### EXERCISE DETAILS
In how many lines of the listing does the string "dead" appear? Give only the number.

### DATA SUPPLIED
==================================================

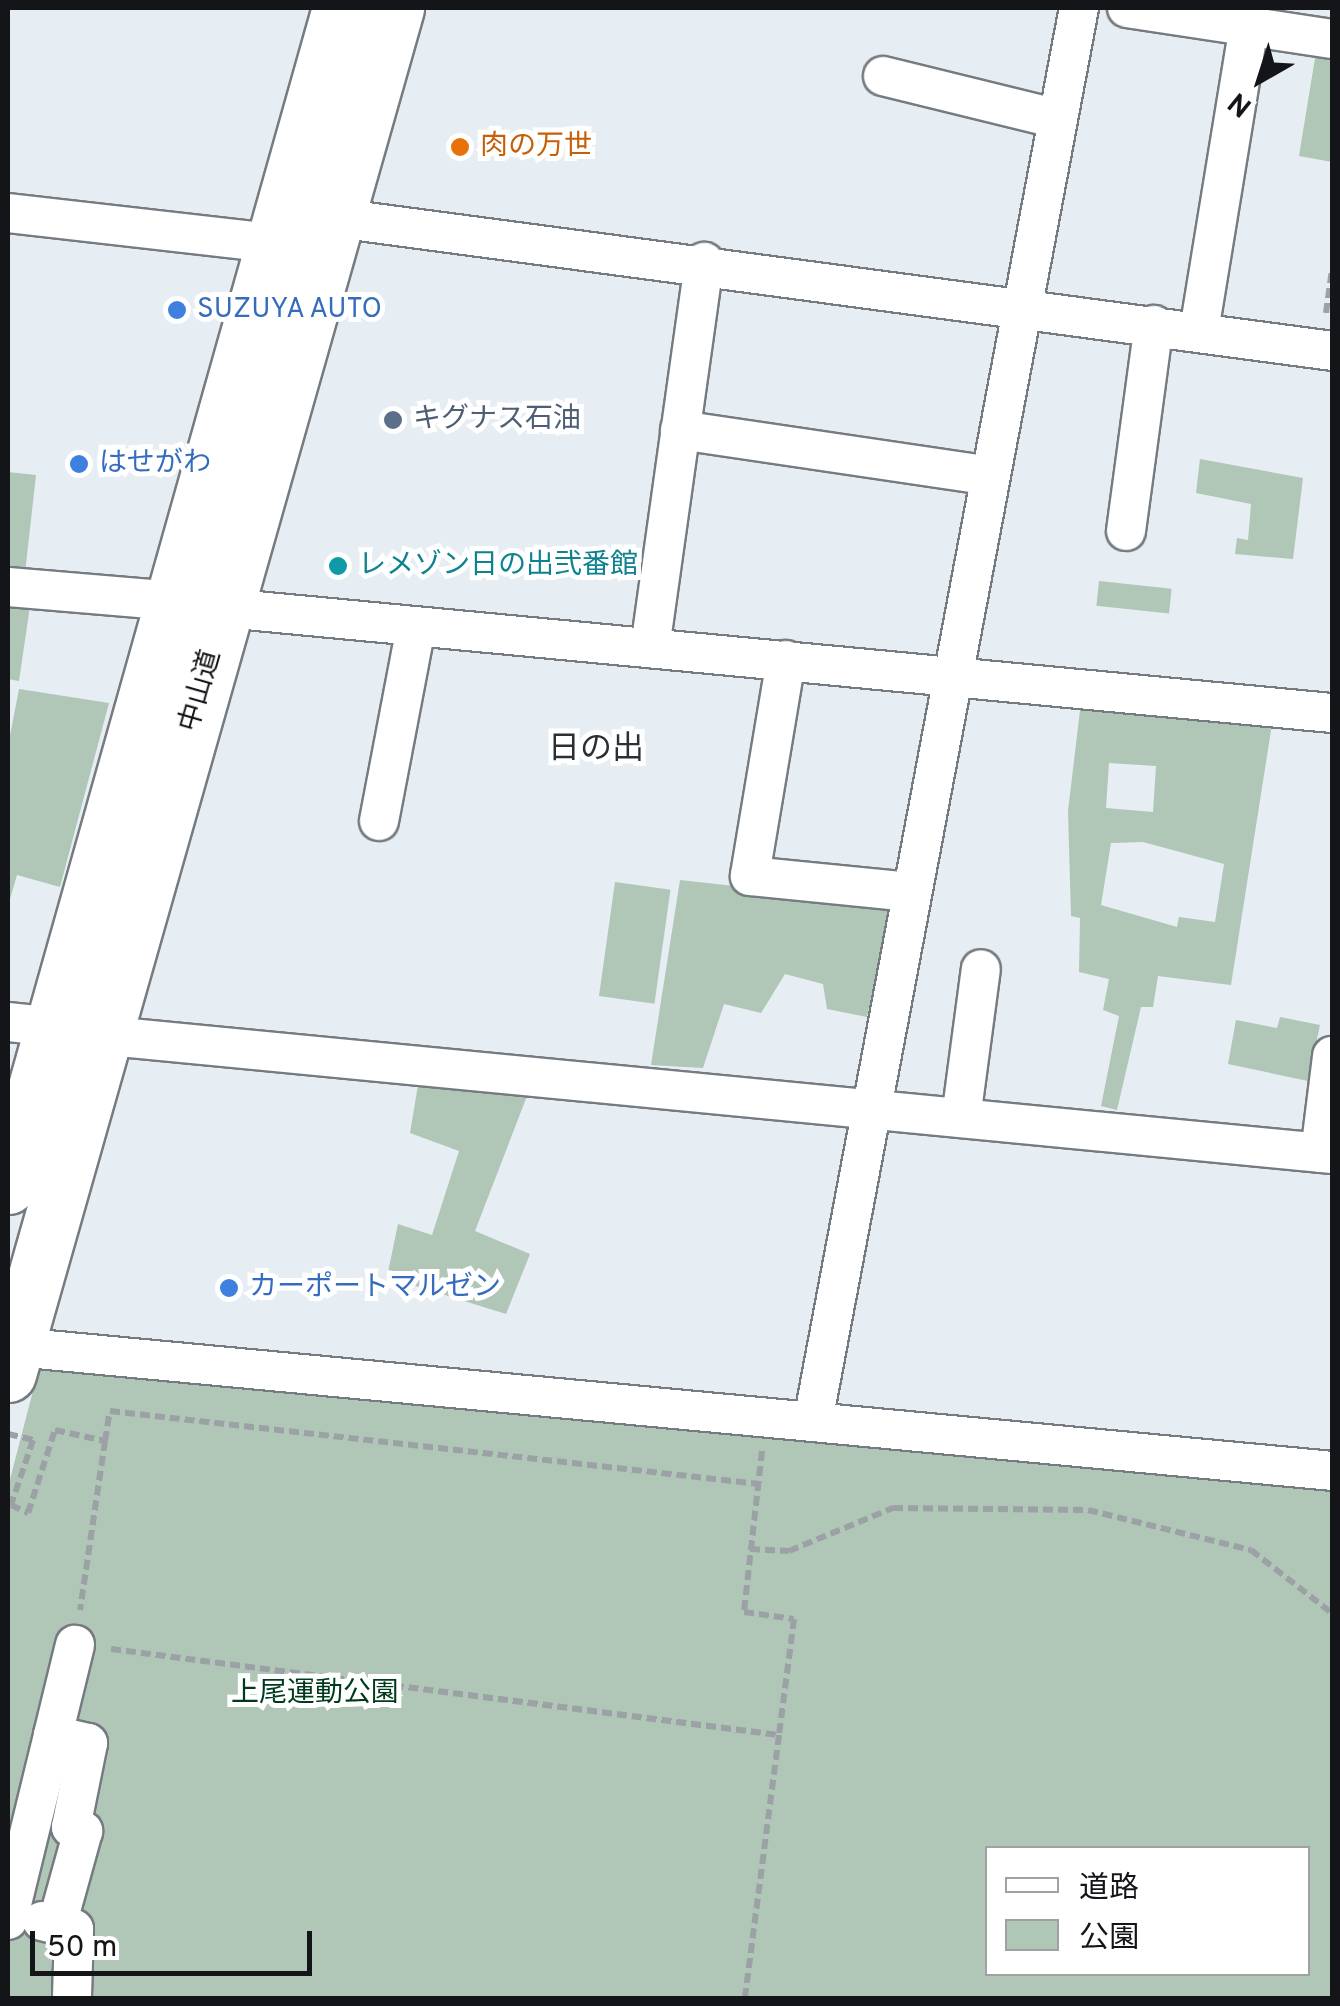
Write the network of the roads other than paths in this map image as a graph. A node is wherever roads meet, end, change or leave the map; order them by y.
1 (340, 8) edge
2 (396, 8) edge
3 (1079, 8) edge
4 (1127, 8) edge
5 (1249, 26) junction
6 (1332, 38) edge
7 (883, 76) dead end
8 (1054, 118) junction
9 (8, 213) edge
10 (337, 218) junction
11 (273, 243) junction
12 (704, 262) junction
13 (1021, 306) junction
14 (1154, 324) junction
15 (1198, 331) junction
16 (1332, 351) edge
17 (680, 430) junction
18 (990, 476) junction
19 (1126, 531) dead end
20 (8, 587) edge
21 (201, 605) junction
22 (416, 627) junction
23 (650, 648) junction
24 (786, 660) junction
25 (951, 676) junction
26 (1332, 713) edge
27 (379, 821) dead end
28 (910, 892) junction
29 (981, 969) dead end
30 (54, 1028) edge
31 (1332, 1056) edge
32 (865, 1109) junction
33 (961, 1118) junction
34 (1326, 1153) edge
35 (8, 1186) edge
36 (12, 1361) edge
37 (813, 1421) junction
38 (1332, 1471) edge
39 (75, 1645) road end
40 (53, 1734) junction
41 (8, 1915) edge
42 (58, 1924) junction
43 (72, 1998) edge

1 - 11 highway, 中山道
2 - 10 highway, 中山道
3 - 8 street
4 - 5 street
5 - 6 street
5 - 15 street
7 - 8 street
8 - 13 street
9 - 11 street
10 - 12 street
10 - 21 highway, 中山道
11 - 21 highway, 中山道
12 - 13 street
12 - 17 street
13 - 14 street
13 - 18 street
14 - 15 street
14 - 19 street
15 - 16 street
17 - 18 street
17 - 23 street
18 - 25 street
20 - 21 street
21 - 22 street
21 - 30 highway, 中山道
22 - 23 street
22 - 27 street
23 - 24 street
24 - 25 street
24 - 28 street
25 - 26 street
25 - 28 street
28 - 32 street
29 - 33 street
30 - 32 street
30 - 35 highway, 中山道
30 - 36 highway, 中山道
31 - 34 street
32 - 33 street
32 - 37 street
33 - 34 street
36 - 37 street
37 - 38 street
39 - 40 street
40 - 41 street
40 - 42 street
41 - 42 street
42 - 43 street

==================================================

### RESPONSE AREA
4